To measure the induced voltage without grounding the overhead line, kilovoltmeters are used. The upper measurement limit of the device is selected depending on the voltage class of the influencing overhead lines. The input resistance of the kilovoltmeter must be at least 1 MOhm.

Due to the relatively low resistance of the windings, the use of instrument transformers is unacceptable.

It is recommended to use special induced voltage meters. For example, induced voltage meter INN-15 manufactured by Elektropribor LLC, Krasnodar or similar. Measuring the induced voltage using special meters consisting of insulating rods is performed without the use of switching devices. Depending on the dimensions and design of the overhead line, these measurements can be performed with a rise to a height, or directly from the surface of the earth (Fig. 16).

Measuring instruments must be included in the register of measuring instruments and undergo metrological verification.

When measuring induced voltage (including using special meters), it is important to ensure that safe distances are maintained to live parts under induced voltage, and also to avoid touching the conductive parts (ground wire) of the meter.

If there is a danger of touching the wire with body parts or the equipment used, it is necessary to use shunting (electrically conductive) sets of special clothing to protect against induced voltage.

When carrying out measurements, the date, time, place, phase, measurement scheme and load on each of the influencing overhead lines must be recorded for subsequent calculation of the maximum possible value.

It is recommended to carry out measurements with the highest possible loads of influencing overhead lines, which increases the accuracy of measurements. Measuring the voltage induced from the railway contact network must be performed at the moment the electric train passes. Measuring the induced voltage at minor loads (less than 20-25% of the nominal load) of the influencing overhead lines leads to erroneous results. In such cases, the measurement result is significantly influenced by the electrostatic component, which cannot be completely reduced due to the resistance of the wire and grounding devices, especially in the middle of the overhead line.
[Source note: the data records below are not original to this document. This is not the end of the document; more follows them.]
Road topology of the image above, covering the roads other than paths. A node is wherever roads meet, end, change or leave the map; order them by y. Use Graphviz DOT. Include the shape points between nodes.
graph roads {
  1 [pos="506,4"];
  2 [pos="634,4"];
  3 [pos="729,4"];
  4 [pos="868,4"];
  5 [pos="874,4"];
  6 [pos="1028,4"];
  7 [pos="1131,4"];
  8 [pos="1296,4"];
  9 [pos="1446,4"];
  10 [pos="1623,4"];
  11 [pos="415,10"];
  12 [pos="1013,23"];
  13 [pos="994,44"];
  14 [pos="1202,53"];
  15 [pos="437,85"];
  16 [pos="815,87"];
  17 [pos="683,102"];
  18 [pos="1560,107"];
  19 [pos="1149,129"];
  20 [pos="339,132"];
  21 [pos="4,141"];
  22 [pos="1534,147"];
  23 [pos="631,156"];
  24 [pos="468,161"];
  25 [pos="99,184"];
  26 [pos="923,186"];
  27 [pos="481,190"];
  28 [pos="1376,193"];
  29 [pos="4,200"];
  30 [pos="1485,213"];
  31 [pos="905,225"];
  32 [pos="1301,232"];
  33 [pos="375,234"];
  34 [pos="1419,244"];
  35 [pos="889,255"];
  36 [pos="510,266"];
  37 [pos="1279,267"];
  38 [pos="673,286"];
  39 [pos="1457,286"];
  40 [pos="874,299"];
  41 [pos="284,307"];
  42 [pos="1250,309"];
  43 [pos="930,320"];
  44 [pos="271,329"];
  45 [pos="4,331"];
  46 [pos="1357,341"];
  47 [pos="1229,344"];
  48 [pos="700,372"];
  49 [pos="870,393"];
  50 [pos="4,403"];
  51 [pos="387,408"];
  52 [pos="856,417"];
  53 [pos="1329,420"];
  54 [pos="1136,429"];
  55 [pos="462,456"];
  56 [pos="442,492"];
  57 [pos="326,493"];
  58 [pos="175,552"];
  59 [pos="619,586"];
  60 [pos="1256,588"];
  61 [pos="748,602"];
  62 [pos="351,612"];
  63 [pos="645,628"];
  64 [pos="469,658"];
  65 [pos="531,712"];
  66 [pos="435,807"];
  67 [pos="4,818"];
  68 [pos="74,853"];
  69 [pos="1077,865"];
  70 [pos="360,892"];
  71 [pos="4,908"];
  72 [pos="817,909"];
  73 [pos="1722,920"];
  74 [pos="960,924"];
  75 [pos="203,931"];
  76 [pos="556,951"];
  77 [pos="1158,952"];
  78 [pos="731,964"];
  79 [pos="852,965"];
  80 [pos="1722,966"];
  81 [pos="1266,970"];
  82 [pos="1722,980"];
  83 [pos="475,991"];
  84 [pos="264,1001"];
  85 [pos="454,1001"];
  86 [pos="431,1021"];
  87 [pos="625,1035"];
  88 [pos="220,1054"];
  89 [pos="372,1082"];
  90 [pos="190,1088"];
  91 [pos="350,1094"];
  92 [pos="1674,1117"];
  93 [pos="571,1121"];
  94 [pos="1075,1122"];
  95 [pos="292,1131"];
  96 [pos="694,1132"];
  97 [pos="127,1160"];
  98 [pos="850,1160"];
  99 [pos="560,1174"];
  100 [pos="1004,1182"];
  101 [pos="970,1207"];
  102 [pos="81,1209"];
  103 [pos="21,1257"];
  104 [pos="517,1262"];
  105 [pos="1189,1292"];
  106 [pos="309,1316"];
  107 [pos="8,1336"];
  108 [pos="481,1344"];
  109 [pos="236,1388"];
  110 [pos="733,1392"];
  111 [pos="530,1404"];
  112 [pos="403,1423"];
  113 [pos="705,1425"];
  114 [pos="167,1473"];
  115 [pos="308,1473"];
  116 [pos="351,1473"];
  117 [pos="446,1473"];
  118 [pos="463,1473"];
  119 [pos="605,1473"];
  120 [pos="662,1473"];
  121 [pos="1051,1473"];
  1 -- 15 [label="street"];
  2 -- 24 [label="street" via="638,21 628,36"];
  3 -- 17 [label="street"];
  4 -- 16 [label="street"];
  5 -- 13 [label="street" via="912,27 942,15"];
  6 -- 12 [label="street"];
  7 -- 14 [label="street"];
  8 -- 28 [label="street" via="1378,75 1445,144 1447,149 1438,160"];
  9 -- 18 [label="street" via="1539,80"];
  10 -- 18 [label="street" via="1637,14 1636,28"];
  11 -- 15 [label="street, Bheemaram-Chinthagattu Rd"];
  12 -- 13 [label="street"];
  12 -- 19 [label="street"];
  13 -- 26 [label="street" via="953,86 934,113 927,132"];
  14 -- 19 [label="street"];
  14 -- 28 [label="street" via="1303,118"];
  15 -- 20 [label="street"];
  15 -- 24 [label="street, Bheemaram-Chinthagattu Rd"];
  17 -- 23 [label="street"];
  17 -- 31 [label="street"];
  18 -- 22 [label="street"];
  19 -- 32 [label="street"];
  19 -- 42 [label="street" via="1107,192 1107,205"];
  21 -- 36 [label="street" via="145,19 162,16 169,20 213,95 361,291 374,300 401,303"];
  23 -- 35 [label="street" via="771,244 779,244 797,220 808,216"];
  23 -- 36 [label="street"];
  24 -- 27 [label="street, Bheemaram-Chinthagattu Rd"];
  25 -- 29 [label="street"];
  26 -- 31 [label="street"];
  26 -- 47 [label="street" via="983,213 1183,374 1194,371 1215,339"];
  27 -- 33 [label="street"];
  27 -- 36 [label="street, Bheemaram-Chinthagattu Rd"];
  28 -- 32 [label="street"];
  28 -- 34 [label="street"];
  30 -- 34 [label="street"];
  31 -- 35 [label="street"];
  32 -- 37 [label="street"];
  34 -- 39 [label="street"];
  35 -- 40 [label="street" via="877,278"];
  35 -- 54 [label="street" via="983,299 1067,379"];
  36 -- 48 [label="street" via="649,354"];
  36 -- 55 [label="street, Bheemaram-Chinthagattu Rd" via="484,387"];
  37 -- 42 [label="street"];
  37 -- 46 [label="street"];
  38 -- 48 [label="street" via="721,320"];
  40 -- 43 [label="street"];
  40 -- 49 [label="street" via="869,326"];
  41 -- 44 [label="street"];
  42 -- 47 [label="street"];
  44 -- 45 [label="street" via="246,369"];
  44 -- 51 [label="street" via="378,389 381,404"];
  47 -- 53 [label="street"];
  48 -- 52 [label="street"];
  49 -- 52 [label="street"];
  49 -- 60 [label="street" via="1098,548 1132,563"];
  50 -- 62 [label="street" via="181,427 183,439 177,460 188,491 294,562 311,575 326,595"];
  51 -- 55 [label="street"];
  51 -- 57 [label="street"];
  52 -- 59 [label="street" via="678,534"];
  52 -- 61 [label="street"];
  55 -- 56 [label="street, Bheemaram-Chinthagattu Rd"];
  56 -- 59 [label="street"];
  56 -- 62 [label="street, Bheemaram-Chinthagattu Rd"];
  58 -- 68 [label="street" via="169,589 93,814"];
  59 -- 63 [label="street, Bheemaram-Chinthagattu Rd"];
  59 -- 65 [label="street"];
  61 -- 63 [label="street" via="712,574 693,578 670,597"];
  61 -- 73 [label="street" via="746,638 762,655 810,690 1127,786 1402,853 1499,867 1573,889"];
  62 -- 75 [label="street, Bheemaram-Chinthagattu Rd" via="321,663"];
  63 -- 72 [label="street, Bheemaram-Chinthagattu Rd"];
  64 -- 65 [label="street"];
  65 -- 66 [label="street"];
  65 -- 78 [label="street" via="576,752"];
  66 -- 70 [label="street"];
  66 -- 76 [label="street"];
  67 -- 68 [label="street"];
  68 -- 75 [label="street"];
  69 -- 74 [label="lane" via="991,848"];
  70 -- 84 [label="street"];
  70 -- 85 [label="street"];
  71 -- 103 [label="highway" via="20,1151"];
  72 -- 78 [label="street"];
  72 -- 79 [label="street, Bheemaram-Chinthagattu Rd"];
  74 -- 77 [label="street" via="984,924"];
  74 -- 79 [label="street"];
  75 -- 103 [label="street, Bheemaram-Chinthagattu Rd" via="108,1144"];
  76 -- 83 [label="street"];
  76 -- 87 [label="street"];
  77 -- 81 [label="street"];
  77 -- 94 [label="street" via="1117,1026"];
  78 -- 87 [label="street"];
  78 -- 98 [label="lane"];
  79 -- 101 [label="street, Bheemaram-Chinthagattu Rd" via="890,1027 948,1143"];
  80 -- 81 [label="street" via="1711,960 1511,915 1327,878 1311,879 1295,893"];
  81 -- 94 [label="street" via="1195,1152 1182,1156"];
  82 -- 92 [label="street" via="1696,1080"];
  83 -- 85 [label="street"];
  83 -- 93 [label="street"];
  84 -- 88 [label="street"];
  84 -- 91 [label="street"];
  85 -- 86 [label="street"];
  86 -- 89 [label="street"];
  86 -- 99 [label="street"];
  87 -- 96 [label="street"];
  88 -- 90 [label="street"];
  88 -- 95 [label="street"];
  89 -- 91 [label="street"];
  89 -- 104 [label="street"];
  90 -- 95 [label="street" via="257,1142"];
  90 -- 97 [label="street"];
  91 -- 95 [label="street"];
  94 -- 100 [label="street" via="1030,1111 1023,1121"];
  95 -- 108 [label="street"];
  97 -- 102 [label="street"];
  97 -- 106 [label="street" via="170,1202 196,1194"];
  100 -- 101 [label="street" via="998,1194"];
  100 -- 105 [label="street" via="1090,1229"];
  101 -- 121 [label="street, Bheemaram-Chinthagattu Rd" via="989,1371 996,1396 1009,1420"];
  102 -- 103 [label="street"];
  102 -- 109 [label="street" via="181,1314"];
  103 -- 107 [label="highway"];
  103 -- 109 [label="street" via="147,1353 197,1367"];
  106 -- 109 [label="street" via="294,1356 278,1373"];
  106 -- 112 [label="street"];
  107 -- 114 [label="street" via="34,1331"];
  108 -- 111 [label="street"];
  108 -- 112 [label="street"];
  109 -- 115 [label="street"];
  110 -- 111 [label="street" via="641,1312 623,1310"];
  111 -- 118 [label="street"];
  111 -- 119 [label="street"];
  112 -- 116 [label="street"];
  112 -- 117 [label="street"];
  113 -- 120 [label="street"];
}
When the measured values ​​are subsequently recalculated to the maximum current of the influencing overhead lines, the electrostatic component of the measured value, independent of the current of the influencing overhead lines, is also erroneously corrected, which leads to inflated values.

The measurement is performed in the following sequence:

The overhead line is disconnected and grounded, portable grounding is installed at the workplace (for safety purposes as part of the preparation of the workplace);

a switch and measuring instruments are installed on dielectric mats;

at a distance of at least 20 m from the support and other grounding devices, the measuring electrode is buried in the ground;

a circuit is assembled corresponding to Figure 17 (when measuring using circuits without disconnecting the grounding of the overhead line, a kilovoltmeter is not required);

grounded measuring wires are connected to the overhead line wires;

the portable grounding installed at the workplace is removed;

Using an insulating rod and a switch, the grounding of the measuring wires is disconnected and they are alternately connected to the measuring device. By searching through the options for grounding or ungrounding the wires and connecting the measuring device, a circuit with the maximum value of the induced voltage is selected.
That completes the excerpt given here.